An Enterprise Approach to Implementing GenAI

An Enterprise Approach to Implementing GenAI

It’s been almost two years since ChatGPT exploded onto the scene, bringing generative AI into the mainstream. Since then, enterprises across industries have realized tremendous productivity improvements thanks to GenAI’s ability to produce text, images, video, and sound based on large language model (LLM) data sets on which it is trained.

The value proposition of GenAI adoption at scale is undisputed, and it will only get stronger as these LLMs get more extensive and smarter. However, businesses must balance these benefits with serious potential security, compliance, and privacy risks. As organizations integrate these solutions into their workflows, security teams must develop a strategic approach to mitigating these risks.

Some of the risks inherent in GenAI tools

A standard rule applies to all AI, generative or otherwise: garbage in, garbage out. One of the most significant risks is that GenAI tools are often trained on the fly with various sorts of data. 

Sometimes, threat actors train LLMs on malicious scripts or data that can be used to generate malware variations or advanced polymorphic and metamorphic malware, including ransomware. It’s hard to detect new malware variations because no known indicators of compromise (IOCs) and tactics, techniques, and procedures (TTPs) exist for them. This widens the potential hacker landscape to scripts, kiddies, and hacktivists without technical skills and increases the velocity of exploitation of vulnerabilities and zero-days.

Because GenAI tools are trained on publicly available data—and people own IP on it—without proper legal review, enterprises could inadvertently use this data in unauthorized ways. This includes creating text, images, videos, and source code that result in copyright infringement. These tools have been the subject of numerous lawsuits, including by celebrities. 

GenAI tools are not subject to baseline internal security controls like other technologies, and as a result, they are also not subject to penetration testing. This lack of vetting comes with risks, such as these tools getting tricked into disclosing sensitive data, such as IP and PII, and unauthorized internal over-sharing and external disclosure of sensitive data. These tools are also not trained to comply with local, state, federal, and international privacy regulations, which can lead to reputational risk and fines. 

Finally, some GenAI risks happen due to human error, especially as threat actors get more sophisticated with various forms of cyber attacks. Phishing emails and malicious content may sometimes look super believable, leading to employees clicking on dangerous links. People have been tricked into wiring money to threat actors based on AI-generated phone calls for a reason. Sometimes, seeing (or hearing) is believing. 

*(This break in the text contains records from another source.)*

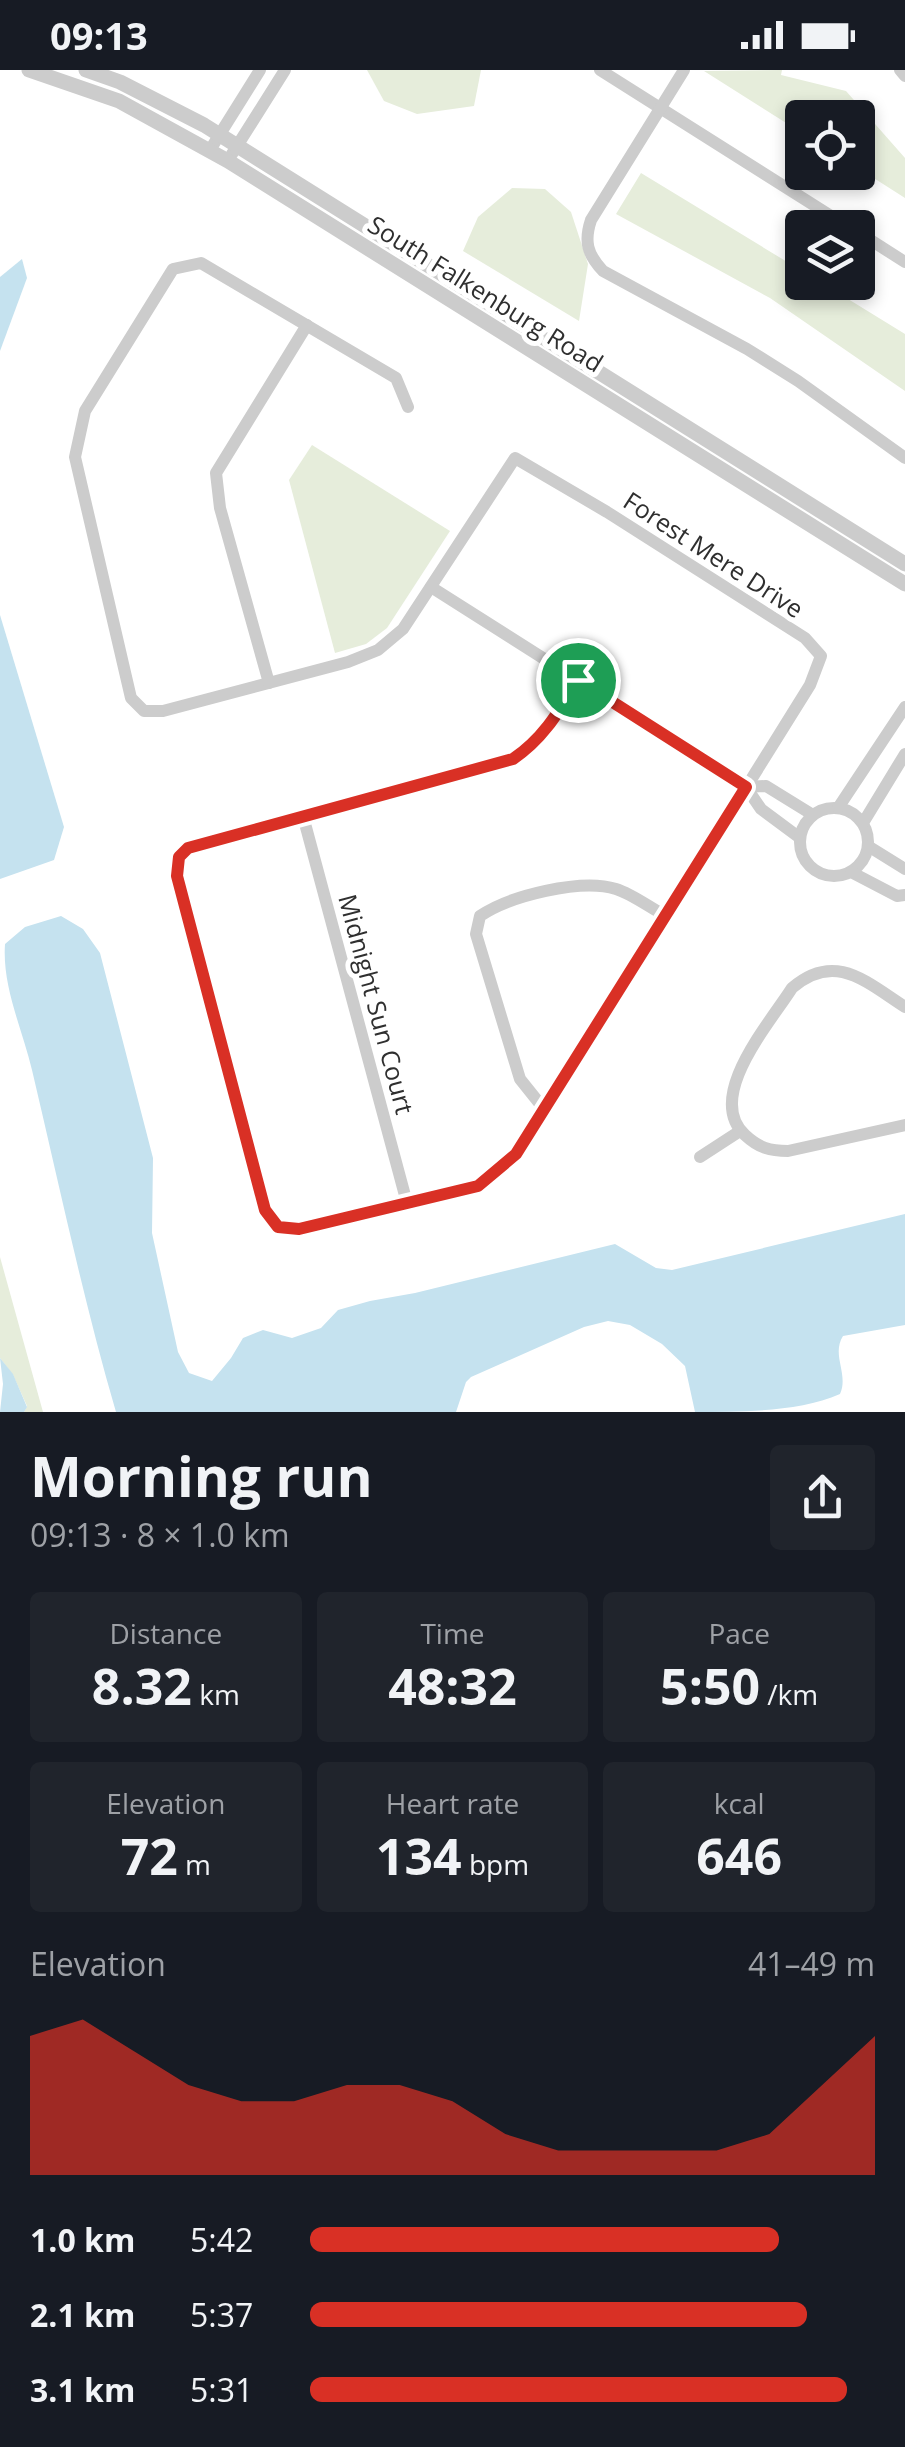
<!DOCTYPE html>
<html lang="en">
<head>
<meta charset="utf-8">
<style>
  body { margin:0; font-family:"Open Sans",sans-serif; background:#20242c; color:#f1f3f6; height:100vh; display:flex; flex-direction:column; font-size:38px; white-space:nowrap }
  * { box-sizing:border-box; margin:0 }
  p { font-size:32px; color:#9ea1a6 }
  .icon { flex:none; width:55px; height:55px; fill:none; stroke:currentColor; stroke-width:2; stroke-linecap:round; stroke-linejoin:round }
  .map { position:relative; height:1342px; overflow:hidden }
  .side { display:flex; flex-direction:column; background:#171b24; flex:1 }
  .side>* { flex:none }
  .buttons { position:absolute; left:785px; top:30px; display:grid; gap:20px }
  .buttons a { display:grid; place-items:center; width:90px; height:90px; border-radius:10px; background:#171b24; box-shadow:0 5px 15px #0003; font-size:50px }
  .pin { position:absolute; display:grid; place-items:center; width:85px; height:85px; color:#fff; margin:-42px; border:5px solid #fff; border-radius:50%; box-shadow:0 2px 10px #0007 }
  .round { display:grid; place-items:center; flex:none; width:105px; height:105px; border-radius:10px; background:#20242c }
  .summary { display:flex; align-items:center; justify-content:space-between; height:170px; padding:0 30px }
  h1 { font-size:55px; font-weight:700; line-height:75px }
  .metrics { display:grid; grid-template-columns:repeat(3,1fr); gap:15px; height:170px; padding:10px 30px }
  .metrics div { display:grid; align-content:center; border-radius:10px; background:#20242c; text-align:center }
  .metrics b { font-size:50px; font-weight:700 }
  .metrics small { font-size:28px; font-weight:400 }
  .metrics p { font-size:28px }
  .chart { height:280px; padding:20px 30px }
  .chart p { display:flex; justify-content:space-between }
  .chart svg { width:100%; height:180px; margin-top:10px; fill:#d93025; opacity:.7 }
  ul { padding:0 30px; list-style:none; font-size:32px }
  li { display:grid; grid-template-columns:160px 120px 1fr; align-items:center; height:75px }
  li i { height:25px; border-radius:12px; background:#d93025 }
  .status { display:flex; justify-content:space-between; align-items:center; height:70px; padding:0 50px; background:#171b24; direction:ltr }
  .status svg { height:28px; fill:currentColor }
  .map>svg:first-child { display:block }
  .green { fill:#e6eddb }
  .water { fill:#c5e2ef }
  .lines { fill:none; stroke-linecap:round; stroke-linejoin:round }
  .minor { stroke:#ccc; stroke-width:12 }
  .tertiary { stroke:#ccc; stroke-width:15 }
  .route-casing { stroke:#fff; stroke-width:20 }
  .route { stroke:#d93025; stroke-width:12 }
  .labels { text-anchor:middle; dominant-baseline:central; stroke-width:10; stroke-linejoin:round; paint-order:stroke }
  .street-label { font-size:25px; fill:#2f2f2f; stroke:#fff }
</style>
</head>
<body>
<div class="status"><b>09:13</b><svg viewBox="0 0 49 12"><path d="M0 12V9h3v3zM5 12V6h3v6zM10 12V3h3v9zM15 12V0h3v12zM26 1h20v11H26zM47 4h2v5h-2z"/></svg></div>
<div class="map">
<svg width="905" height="1342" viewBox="0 0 905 1342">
  <rect width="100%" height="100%" fill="#fff"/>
  <!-- green -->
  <g class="green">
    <path d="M 367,0 L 481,0 L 474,36 L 417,44 L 384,31 Z"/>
    <path d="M 782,0 L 781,5 L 846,21 L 905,88 L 905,128 L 858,98 L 858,48 L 802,48 L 802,63 L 704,1 Z"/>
    <path d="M 641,103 L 802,201 L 802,212 L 822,213 L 905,264 L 905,321 L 770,228 L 616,144 Z"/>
    <path d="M 512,118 L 545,119 L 571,142 L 588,194 L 579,251 L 463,181 L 478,147 Z"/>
    <path d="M 312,375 L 450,461 L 387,558 L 366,574 L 335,583 L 289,410 Z"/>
    <path d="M 0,1187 L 43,1342 L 24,1342 L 27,1336 L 13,1305 L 0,1288 Z"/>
  </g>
  <!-- water -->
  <g class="water">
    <path d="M 22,189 L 27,208 L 0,281 L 0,207 Z"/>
    <path d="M 0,545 L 64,757 L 54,790 L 0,809 Z"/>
    <path d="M 61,846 L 83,859 L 100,883 L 153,1088 L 152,1163 L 178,1282 L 189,1303 L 212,1311 L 231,1288 L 243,1268 L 263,1260 L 292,1268 L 321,1258 L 338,1240 L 370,1231 L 415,1223 L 615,1174 L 656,1198 L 672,1200 L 905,1144 L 905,1255 L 843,1266 C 831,1285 849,1304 840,1324 C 799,1342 742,1342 695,1342 L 685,1296 L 662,1274 L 630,1255 L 608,1251 L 584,1257 L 471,1307 L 466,1312 L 456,1342 L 116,1342 C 83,1229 59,1114 32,1000 C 22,958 2,917 5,874 L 25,857 Z"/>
    <path d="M 0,1288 L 13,1304 L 27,1337 L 24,1342 L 0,1342 L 3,1314 Z"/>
  </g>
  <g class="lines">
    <!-- minor -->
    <g class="minor">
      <path d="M 600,0 L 850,158"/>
      <path d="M 684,0 L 591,150 C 584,171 587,184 603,201 L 747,279 L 798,311 L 905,388"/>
      <path d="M 900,0 L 905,6"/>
      <path d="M 210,80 L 260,0"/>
      <path d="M 232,84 L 285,0"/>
      <path d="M 858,162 L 905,192"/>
      <path d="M 408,337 L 396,308 L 201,193 L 173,199 L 85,341 L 75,387 L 131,628 L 144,641 L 163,641 L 348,592 L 378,580 L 403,559 L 515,388 L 607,442 L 805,568 L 821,586 L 810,615 L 517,1085 L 478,1116 L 299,1159 L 277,1157 L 265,1140 L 177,806 L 179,787 L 188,778 L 513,689 C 544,668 559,641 577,610"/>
      <path d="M 431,517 L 746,717 L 761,739 L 800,768"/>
      <path d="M 269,613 L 220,438 L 216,403 L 307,255"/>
      <path d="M 746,717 L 766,716 L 813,745"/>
      <circle cx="834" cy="772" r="34"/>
      <path d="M 838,738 L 905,637"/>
      <path d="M 303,746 L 407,1133"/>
      <path d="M 863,753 L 905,684"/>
      <path d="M 868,776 L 905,799"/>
      <path d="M 851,802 L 897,826 L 905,825"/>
      <path d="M 905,937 C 866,912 835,881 792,918 C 770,953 704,1027 745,1065 C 759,1078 770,1081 788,1081 L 905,1055"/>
      <path d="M 544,1039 L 520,1009 L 476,864 L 480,846 C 509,826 581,808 616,819 C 632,824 649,837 664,845"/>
      <path d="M 700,1087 L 740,1061"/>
    </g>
    <!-- tertiary -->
    <g class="tertiary">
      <path d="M 29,0 L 119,31 L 228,91 L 905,514"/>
      <path d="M 86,0 L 120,12 L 204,55 L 905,494"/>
    </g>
  </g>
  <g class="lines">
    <defs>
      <path id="route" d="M 578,610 L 746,717 L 516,1084 L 478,1116 L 299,1159 L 278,1157 L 265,1140 L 177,806 L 179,787 L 188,778 L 513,689 C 544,668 559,641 578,610 Z"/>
    </defs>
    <!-- route casing -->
    <use href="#route" class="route-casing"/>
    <!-- route -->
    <use href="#route" class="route"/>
  </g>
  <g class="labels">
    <!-- street labels -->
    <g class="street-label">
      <text transform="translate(486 223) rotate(32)">South Falkenburg Road</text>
      <text transform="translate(714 484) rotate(33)">Forest Mere Drive</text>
      <text transform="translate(377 934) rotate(75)">Midnight Sun Court</text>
    </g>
  </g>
</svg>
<div class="buttons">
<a><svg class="icon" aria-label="locate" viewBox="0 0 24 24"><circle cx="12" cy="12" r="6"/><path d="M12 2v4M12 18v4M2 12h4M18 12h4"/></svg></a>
<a><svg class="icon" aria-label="layers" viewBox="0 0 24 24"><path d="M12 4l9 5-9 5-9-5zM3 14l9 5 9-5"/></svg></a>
</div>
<div class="pin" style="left:578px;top:610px;background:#1e9e55"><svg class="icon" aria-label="arrive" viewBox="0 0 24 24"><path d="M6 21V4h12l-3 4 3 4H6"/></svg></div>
</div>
<section class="side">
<div class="summary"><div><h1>Morning run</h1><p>09:13 · 8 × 1.0 km</p></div><a class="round"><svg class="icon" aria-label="share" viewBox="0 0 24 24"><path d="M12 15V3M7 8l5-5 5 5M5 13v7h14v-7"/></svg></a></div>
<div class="metrics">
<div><p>Distance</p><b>8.32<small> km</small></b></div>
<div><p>Time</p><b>48:32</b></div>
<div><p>Pace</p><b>5:50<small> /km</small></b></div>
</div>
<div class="metrics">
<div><p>Elevation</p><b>72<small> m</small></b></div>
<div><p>Heart rate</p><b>134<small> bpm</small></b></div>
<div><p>kcal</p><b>646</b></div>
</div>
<div class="chart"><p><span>Elevation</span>41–49 m</p>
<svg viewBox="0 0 160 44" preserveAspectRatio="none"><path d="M0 44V10L10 6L20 14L30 22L40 26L50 26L60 22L70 22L80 26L90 34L100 38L110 38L120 38L130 38L140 34L150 22L160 10V44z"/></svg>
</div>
<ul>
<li><b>1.0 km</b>5:42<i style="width:83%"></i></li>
<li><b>2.1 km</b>5:37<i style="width:88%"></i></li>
<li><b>3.1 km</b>5:31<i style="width:95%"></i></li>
</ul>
</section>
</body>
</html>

Three areas of GenAI risk mitigation 

GenAI carries numerous complex risks to security, compliance, and privacy. The good news is that by focusing on the below three key areas, most enterprises can set up suitable systems and processes for reducing them:

  1. Create (and integrate) strong security controls: To separate the malicious use of Gen AI models from the good they can do, enterprises must establish appropriate controls that allow systems to maintain customer and employee data confidentiality and integrity. The controls must meet regulatory muster across the various international and state-based data privacy laws. Enabling controls such as data loss prevention (DLP) can allow you to scrape, block, or obfuscate data if necessary, including at the endpoint, in the network, and in the various other domains you operate. Businesses must integrate these controls across the board into the design and development of LLMs and the continuous assessment of systems. 
  2. Develop IOCs and TTPs: Enterprises must create IOCs and TTPs to detect and block misuse of GenAI tools for cyber attacks, identity theft, and business fraud. Enabling security controls within the LLMs can prevent or block training datasets that may contain malware or malicious scripts. Where these don’t or can’t exist, businesses should configure unsupervised machine learning-enabled behavior-based dynamic detection of malware.
  3. Drive (human) security training and awareness: We can’t blame the machine for all of GenAI’s woes. That’s why regular security awareness training is critical. All employees using GenAI should know how to verify the information coming out of these models, especially if it looks suspicious. For instance, for a risk like phishing, you can rely on training for users to detect, flag, and block these emails. Consider gamification and other modern training techniques that reward instead of penalize employees who might fall victim to GenAI cyber attacks.

GenAI capabilities carry untold benefits for enterprises that use them smartly, safely, and securely. By balancing the risks against the rewards, everyone can get the best value proposition and return on investment from these tools.